▸ **Saved entries**
────────────────────────────────────────
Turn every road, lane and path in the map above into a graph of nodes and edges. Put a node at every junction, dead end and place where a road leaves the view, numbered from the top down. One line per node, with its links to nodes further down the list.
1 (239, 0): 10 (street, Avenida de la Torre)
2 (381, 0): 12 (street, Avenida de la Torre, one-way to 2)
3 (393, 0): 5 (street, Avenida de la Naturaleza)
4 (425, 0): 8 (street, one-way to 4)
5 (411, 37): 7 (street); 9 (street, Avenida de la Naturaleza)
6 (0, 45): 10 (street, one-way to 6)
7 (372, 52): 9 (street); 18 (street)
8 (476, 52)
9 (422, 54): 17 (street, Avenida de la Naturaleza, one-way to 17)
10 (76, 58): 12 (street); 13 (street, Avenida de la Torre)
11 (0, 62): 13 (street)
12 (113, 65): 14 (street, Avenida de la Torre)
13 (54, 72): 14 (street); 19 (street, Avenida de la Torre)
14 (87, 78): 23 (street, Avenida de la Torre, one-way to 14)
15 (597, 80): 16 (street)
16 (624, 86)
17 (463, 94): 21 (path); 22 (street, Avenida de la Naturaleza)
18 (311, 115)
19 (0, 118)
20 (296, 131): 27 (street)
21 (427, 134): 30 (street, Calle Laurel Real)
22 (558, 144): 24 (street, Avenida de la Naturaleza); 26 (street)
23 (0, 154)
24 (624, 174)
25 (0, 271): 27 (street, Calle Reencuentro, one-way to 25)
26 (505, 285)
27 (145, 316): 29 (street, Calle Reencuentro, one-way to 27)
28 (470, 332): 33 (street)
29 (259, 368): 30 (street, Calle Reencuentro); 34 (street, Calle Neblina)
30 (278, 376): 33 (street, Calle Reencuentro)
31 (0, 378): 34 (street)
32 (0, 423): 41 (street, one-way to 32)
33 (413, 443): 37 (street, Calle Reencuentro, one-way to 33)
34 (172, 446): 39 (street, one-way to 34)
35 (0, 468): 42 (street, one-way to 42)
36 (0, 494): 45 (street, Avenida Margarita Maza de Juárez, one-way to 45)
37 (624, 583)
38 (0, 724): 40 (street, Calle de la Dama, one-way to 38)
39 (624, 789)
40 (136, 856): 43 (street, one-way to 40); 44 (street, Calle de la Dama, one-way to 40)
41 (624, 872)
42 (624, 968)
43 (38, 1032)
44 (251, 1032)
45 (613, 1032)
────────────────────────────────────────
▸ **Task to carry out**
Copy out the lines above that hold the string "Calle".

▸ **Task result**
21 (427, 134): 30 (street, Calle Laurel Real)
25 (0, 271): 27 (street, Calle Reencuentro, one-way to 25)
27 (145, 316): 29 (street, Calle Reencuentro, one-way to 27)
29 (259, 368): 30 (street, Calle Reencuentro); 34 (street, Calle Neblina)
30 (278, 376): 33 (street, Calle Reencuentro)
33 (413, 443): 37 (street, Calle Reencuentro, one-way to 33)
38 (0, 724): 40 (street, Calle de la Dama, one-way to 38)
40 (136, 856): 43 (street, one-way to 40); 44 (street, Calle de la Dama, one-way to 40)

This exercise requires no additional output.